Aided by the vehicle of Blotner's lucid prose style, we travel with Warren as he wins assistantships, fellowships, and scholarships from Vanderbilt to the University of California to Yale and finally to Oxford. We watch him settle into married life, become editor of the Southern Review, and earn fame with his novel All the King's Men.
Like the best biographers, Blotner does not avoid the dark side of his subject. He shows Warren's poetic preoccupation with the loving but aloof father figure, a reflection of his own. He tries to explain Warren's attempted suicide in college as the result of an emotional breakdown because he had fallen so far behind in his studies. He describes the often heart-rending details of Warren's relationship with his first wife whose neurasthenic personality forced her to spend most of her time bedridden and the rest of it fighting with her husband. He devotes the latter part of the book to a detailed description of RPW's last years when, his body riddled by cancer, he wished for death, which arrived mercifully in 1989.

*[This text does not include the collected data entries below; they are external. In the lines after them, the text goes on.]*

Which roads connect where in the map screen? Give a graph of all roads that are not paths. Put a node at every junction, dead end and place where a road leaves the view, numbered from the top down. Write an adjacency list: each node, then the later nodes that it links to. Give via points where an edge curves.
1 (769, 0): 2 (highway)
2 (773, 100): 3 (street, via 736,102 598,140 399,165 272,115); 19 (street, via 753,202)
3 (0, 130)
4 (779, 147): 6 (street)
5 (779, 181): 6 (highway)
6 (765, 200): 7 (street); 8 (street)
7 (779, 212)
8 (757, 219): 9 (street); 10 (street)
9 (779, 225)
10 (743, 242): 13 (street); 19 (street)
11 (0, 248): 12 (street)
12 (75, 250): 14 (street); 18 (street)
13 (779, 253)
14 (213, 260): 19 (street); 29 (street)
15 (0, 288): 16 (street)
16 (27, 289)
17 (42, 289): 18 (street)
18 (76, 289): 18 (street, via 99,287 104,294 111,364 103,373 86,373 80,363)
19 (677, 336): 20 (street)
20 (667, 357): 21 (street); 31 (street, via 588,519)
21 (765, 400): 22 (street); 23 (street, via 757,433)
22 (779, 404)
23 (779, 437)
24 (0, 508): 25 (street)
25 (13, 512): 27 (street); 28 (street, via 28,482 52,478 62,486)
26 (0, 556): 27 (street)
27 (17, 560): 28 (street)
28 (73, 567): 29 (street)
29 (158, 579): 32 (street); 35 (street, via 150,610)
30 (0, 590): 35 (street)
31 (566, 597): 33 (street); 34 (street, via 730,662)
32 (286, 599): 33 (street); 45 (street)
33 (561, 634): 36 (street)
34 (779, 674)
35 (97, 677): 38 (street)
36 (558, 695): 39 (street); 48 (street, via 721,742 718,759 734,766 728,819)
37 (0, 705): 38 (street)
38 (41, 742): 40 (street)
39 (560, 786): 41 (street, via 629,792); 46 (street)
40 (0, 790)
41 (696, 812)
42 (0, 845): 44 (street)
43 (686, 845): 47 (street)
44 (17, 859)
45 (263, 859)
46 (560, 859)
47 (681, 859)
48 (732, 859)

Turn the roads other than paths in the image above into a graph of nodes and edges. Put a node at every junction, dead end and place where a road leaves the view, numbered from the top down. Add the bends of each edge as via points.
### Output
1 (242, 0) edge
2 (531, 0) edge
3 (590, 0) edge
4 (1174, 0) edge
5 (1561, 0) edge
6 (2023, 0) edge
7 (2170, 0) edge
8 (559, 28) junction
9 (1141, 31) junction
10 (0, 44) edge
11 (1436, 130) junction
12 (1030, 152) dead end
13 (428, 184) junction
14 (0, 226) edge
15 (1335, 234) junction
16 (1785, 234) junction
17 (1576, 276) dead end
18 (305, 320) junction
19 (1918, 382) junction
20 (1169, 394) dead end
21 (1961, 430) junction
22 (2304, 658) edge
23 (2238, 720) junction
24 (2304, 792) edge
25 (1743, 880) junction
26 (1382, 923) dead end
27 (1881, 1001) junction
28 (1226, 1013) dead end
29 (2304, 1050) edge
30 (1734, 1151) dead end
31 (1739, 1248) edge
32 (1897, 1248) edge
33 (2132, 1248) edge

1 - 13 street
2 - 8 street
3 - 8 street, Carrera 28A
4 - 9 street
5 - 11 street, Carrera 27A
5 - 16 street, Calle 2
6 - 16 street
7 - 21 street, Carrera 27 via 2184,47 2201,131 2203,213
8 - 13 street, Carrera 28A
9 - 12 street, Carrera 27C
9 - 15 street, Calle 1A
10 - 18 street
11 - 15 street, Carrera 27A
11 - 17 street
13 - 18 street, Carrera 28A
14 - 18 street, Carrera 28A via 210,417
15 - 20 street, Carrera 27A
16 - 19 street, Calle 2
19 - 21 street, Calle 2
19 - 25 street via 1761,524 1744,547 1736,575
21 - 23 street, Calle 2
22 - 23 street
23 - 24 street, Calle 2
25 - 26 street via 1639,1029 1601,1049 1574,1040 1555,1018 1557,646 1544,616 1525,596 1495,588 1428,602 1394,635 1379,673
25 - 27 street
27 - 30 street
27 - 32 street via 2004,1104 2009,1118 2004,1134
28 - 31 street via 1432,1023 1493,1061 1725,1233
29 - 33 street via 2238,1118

Besides being readable, Mr. Blotner's work is highly entertaining, made more so by his vast research and his way of scattering quotations from letters and works of RPW into the biography's running commentary. We see the human being, not the literary giant, in his letters to friends, such as the following written to Katherine Anne Porter when he was struggling with All the King's Men: "At times I feel that I see my way through the tangle; then at moments, I feel like throwing the whole damned thing into the Tiber." We learn where his passion always was when, being awarded a MacArthur Prize Fellowship, thereby gaining long desired financial independence, he writes: "I've stopped writing anything I don't want to write. Poetry is where my heart is."
If there is any fault to Mr. Blotner's presentation, it is that, like many other biographers, he has become enamored of his subject. He sometimes interrupts his story with subjective praises, such as, "America's preeminent man of letters, master of genres, prodigiously creative, heavy with awards and prizes honoring his genius, Robert Penn Warren was also that rare being, a genuinely good man." In this case, Mr. Blotner perhaps should not be blamed. RPW was, after all, the only writer ever to be awarded the Pulitzer Prize for two genres, fiction and poetry, and twice for the latter. How many other writers excelled in so many genres, including essays, poems, novels, historical fiction, biographies? Perhaps Mr. Blotner's passion for RPW can be forgiven when we consider his subject's view of art and life, "What is man but his passion?" (Audubon: A Vision).